### EXCERPTED DATA
————

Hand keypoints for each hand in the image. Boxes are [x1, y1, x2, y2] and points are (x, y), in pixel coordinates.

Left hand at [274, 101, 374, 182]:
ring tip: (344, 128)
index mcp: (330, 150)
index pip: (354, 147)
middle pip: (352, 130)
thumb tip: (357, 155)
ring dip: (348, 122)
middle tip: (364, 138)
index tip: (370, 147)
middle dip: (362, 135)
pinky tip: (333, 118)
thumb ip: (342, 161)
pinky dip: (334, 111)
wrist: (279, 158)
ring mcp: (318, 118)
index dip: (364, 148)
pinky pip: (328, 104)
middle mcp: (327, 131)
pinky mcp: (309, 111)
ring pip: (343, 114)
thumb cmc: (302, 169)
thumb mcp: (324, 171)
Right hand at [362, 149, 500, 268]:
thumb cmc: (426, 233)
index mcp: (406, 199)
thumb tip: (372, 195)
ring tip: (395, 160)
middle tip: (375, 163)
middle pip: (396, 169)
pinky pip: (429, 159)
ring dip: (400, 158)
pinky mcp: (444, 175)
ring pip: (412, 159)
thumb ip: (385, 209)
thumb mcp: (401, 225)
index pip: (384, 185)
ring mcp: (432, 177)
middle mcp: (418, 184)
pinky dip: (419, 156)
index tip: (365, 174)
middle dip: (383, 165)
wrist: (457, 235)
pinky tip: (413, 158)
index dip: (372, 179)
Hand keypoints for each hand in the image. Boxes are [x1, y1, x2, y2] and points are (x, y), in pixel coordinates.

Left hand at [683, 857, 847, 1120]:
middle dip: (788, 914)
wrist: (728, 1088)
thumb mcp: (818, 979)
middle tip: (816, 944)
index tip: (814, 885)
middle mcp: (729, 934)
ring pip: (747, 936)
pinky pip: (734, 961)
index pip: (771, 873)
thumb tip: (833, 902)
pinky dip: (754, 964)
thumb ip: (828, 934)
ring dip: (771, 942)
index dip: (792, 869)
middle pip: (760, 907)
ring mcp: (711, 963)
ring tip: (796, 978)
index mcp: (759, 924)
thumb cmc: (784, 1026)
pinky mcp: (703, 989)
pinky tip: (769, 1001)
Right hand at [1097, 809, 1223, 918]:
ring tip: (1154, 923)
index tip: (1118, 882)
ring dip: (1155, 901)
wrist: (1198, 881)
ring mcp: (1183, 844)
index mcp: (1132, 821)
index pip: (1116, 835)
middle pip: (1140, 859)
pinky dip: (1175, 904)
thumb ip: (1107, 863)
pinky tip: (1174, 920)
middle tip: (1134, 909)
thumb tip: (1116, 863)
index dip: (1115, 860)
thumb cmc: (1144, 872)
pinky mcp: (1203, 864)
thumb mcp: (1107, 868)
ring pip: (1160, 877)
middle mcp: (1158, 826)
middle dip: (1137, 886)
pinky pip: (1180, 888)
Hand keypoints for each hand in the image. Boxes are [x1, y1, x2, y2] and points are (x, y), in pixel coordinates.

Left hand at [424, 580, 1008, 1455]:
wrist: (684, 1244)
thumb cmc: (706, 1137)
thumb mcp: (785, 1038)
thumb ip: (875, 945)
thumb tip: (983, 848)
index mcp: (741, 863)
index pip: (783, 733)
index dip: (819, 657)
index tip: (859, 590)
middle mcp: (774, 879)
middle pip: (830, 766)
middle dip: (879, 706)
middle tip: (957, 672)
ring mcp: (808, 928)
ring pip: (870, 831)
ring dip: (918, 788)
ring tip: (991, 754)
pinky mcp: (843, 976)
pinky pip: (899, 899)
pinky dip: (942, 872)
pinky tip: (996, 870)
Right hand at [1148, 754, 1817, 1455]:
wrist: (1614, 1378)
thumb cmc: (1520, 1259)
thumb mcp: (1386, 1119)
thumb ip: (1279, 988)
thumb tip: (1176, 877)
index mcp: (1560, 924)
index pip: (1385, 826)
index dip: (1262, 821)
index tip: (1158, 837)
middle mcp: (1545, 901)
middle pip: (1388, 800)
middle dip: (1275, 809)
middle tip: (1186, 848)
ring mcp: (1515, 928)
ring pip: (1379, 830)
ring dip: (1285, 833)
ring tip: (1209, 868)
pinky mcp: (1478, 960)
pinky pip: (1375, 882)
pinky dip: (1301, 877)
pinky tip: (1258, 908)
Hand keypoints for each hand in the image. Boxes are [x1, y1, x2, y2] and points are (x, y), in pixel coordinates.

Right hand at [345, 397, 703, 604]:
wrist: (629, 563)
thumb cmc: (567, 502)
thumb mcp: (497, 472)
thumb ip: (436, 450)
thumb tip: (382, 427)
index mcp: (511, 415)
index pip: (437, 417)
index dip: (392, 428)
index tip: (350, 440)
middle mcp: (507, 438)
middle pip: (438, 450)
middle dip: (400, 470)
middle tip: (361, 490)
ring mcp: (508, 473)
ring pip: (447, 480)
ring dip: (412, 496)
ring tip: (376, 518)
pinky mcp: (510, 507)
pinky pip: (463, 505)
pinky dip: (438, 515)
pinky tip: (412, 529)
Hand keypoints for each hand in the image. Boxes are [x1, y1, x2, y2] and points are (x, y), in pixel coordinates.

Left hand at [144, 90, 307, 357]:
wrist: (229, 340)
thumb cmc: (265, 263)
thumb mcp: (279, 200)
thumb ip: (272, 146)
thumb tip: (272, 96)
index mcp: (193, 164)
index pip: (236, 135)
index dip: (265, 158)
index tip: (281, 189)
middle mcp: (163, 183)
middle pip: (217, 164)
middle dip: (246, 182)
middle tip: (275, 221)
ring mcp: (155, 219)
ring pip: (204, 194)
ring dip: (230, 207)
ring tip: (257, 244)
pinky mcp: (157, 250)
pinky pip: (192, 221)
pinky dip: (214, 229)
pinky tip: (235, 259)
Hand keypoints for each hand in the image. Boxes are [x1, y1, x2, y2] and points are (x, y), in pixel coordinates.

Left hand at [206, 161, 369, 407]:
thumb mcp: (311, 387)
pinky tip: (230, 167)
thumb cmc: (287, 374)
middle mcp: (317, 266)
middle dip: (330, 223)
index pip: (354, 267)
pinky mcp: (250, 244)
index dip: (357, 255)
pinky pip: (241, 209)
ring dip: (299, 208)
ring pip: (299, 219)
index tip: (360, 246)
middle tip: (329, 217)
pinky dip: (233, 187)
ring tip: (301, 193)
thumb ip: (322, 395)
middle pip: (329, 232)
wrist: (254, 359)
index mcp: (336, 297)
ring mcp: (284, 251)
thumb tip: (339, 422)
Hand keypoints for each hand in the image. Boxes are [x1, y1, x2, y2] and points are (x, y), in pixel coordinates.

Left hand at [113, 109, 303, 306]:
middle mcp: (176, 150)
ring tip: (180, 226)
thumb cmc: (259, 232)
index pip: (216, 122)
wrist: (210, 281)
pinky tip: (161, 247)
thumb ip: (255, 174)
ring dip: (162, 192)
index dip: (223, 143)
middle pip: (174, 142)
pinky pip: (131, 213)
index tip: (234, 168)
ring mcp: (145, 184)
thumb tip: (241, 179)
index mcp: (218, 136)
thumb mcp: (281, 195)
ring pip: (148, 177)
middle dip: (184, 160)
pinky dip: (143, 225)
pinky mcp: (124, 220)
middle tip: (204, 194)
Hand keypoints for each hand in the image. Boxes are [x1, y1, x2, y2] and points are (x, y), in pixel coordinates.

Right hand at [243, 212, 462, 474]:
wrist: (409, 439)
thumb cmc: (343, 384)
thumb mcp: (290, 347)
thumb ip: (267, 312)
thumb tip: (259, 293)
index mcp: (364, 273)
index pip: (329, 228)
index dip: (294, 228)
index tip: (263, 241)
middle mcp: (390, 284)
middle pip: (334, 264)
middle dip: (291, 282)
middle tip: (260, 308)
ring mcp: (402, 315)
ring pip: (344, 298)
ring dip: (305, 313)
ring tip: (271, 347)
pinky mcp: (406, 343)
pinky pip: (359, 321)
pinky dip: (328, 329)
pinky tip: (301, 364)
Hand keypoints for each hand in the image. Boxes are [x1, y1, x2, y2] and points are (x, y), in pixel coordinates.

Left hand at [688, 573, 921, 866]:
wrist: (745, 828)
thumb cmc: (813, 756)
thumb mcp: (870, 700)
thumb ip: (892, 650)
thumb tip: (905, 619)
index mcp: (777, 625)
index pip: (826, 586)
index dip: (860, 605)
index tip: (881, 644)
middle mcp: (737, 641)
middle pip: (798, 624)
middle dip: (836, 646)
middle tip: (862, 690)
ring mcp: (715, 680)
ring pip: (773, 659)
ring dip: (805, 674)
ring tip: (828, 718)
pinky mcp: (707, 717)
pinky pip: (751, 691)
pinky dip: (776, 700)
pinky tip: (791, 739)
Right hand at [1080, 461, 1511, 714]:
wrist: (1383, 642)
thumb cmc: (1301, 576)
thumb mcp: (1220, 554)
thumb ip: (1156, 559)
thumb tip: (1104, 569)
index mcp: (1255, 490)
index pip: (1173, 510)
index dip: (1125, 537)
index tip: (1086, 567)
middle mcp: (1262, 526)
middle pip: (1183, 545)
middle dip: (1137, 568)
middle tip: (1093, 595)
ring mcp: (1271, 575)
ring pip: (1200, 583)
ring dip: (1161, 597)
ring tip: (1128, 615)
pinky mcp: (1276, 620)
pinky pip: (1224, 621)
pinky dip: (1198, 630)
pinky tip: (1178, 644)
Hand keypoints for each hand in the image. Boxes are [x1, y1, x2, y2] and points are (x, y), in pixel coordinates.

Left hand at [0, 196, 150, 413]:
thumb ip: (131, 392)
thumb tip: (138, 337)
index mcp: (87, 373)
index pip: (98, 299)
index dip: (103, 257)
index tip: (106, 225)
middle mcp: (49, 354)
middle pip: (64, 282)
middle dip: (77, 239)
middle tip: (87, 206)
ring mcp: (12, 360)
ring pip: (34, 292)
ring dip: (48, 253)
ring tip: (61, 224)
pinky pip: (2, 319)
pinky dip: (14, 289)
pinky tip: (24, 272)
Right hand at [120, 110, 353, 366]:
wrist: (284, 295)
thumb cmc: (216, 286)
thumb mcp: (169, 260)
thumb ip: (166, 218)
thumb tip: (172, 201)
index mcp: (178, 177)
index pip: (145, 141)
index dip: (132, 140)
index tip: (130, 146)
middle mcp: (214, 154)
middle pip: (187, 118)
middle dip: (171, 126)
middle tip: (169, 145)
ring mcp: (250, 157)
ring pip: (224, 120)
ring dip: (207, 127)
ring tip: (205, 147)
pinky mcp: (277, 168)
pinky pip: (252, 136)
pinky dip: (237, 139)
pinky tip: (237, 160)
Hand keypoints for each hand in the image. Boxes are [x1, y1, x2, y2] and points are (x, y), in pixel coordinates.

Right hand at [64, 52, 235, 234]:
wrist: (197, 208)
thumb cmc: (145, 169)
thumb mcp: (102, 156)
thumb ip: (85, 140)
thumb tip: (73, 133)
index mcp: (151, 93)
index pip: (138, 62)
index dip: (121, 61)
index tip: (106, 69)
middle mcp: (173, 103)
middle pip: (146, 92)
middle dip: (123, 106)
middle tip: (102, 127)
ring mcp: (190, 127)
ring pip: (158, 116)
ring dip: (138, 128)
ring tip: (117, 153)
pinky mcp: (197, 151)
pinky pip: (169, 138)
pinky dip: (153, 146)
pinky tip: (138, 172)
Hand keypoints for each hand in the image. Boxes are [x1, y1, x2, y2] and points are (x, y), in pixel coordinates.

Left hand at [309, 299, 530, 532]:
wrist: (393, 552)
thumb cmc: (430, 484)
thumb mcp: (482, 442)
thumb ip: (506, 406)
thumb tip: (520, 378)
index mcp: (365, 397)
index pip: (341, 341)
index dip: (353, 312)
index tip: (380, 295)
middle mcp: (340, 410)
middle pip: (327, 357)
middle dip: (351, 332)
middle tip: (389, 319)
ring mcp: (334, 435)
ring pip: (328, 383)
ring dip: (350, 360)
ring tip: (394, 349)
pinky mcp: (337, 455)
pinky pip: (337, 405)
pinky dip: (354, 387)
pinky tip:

————

### PROBLEM REQUIREMENTS
Please repeat word for word the lines above that run from the beginning through the line containing "ring dip: (348, 122)", keeping both the first and that last line.

### WRITTEN RESPONSE
Hand keypoints for each hand in the image. Boxes are [x1, y1, x2, y2] and points are (x, y), in pixel coordinates.

Left hand at [274, 101, 374, 182]:
ring tip: (344, 128)
index mcp: (330, 150)
index pip: (354, 147)
middle pip: (352, 130)
thumb tip: (357, 155)
ring dip: (348, 122)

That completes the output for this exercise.